Below are several records. Retype exactly those lines running from the one with "middle pip: (1262, 696)" through the one with "pinky tip: (1263, 748)", end lines included, and no others.

* Dataset content
----------------------------------------

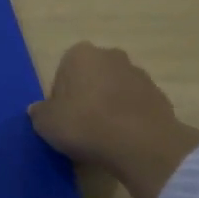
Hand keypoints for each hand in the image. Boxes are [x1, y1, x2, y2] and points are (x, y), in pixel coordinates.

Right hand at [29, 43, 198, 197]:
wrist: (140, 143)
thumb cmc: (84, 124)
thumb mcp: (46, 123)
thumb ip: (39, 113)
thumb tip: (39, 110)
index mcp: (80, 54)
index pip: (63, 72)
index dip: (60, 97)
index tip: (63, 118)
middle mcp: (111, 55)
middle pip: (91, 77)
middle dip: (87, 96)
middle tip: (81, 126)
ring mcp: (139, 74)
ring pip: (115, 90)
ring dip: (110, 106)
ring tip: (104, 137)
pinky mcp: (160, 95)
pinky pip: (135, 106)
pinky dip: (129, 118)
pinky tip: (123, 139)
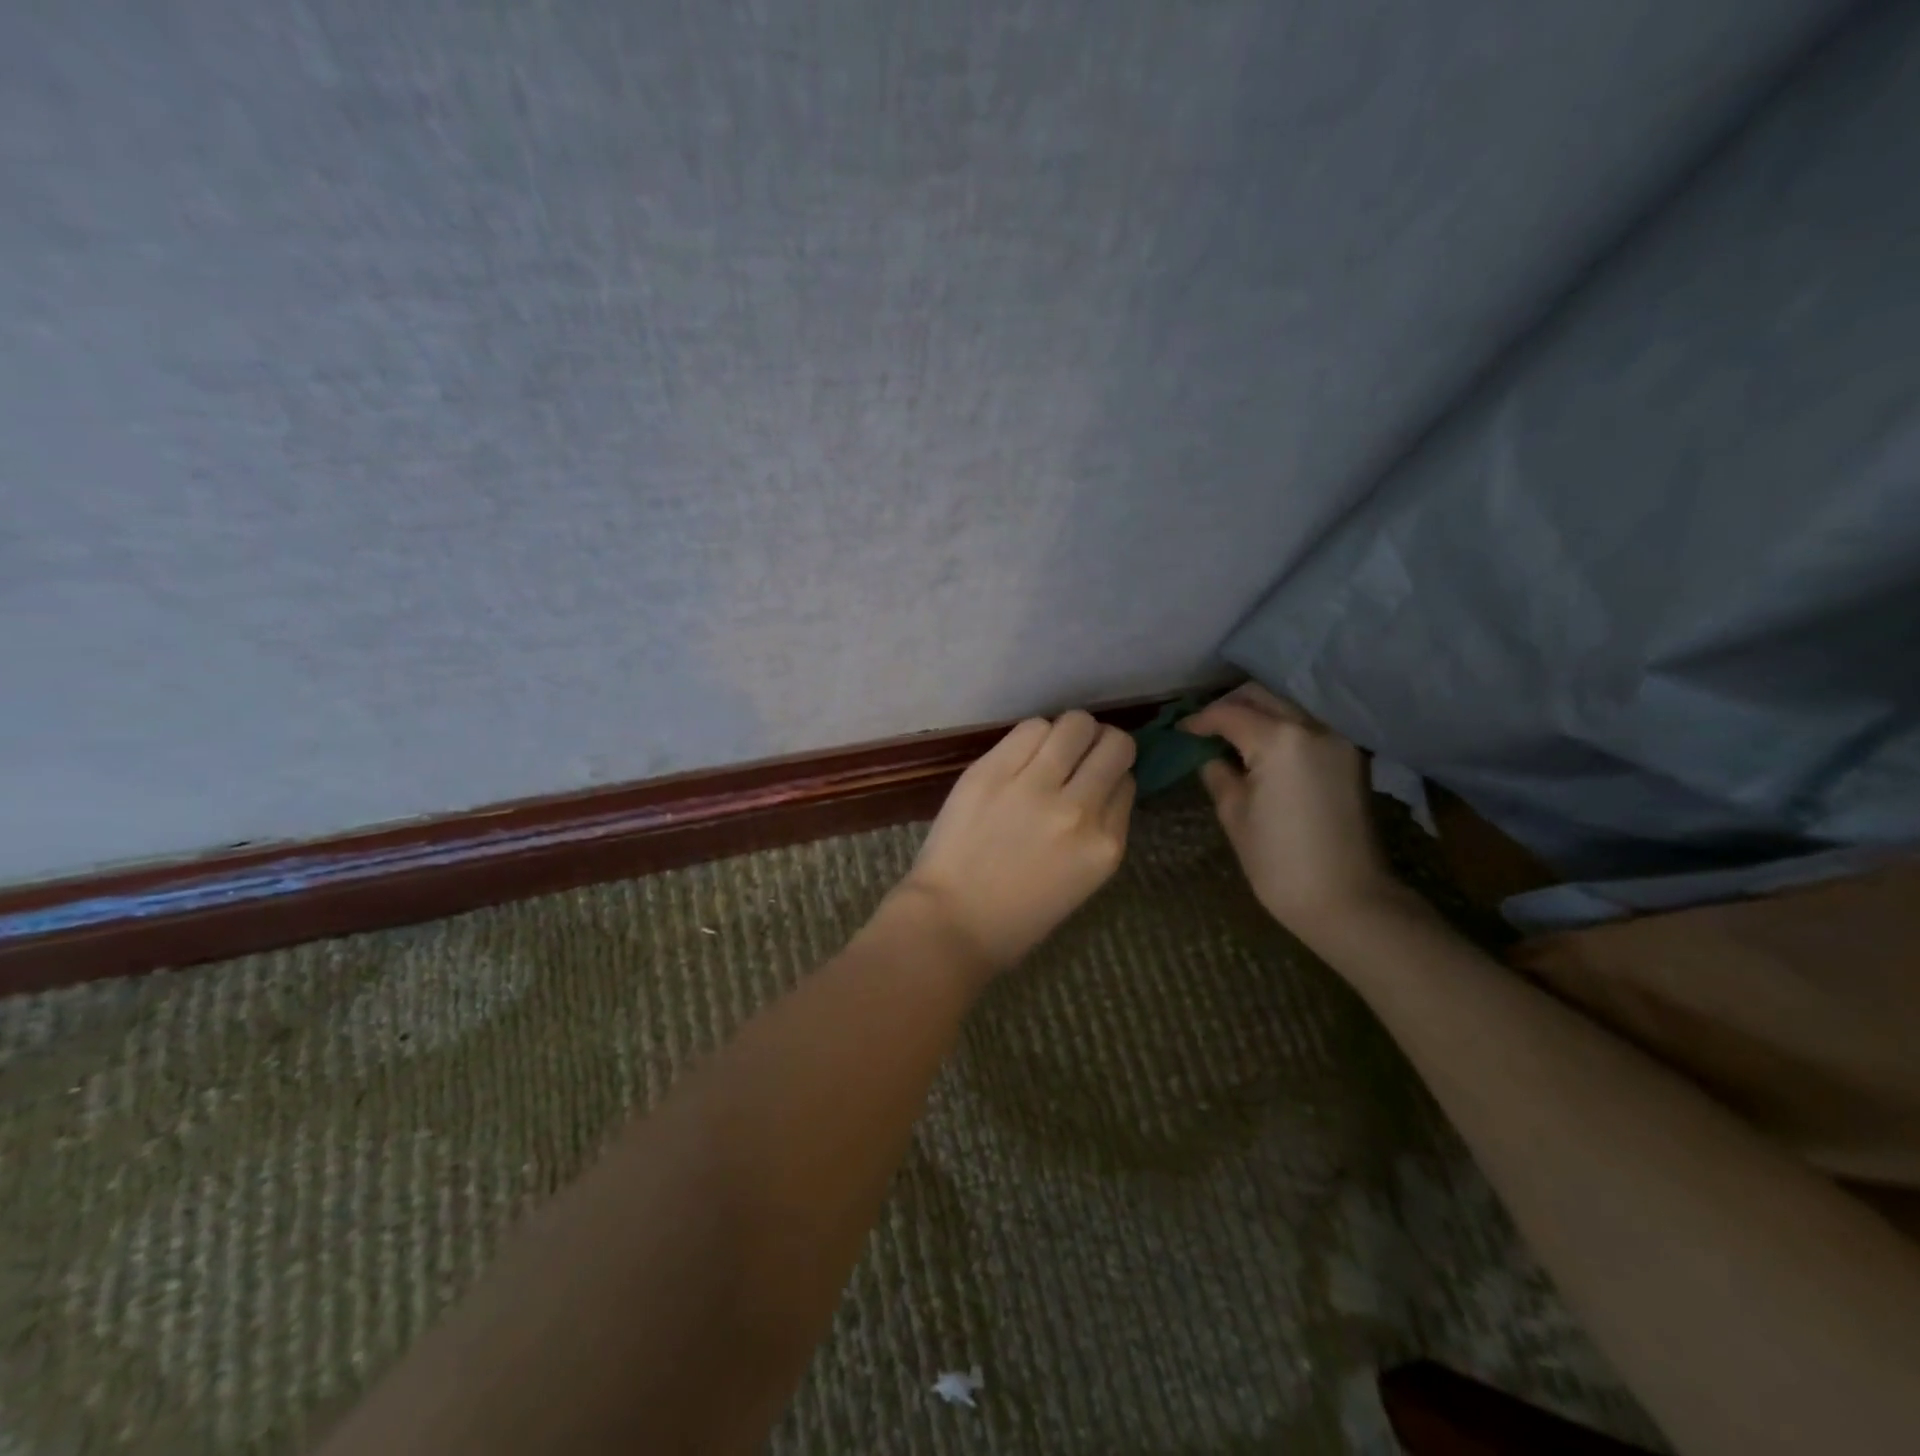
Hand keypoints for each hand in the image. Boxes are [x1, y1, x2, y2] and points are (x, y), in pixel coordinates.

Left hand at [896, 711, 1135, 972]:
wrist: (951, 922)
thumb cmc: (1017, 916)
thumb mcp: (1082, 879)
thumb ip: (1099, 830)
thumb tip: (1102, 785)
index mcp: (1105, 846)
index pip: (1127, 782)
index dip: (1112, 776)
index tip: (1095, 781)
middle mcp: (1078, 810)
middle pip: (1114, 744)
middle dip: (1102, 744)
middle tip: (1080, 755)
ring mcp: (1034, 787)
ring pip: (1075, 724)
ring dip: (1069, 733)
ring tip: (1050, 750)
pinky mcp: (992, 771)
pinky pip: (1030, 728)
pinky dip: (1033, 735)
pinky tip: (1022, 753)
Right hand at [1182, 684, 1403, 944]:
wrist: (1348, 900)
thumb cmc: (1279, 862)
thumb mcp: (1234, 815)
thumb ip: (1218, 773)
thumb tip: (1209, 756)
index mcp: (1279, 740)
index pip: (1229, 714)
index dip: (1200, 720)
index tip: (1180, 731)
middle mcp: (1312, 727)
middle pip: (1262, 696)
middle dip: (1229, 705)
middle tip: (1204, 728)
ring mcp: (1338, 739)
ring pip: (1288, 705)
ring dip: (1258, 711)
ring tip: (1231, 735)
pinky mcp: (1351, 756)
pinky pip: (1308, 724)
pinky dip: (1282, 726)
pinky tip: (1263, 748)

----------------------------------------

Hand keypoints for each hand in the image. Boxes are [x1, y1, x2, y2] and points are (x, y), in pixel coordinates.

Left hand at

----------------------------------------

* Exercise result
middle pip: (1262, 696)
middle dip: (1229, 705)
middle tip: (1204, 728)
ring mcp: (1338, 739)
ring pip: (1288, 705)
ring dip: (1258, 711)
ring tip: (1231, 735)
pinky mcp: (1351, 756)
pinky pip: (1308, 724)
pinky dip: (1282, 726)
pinky tip: (1263, 748)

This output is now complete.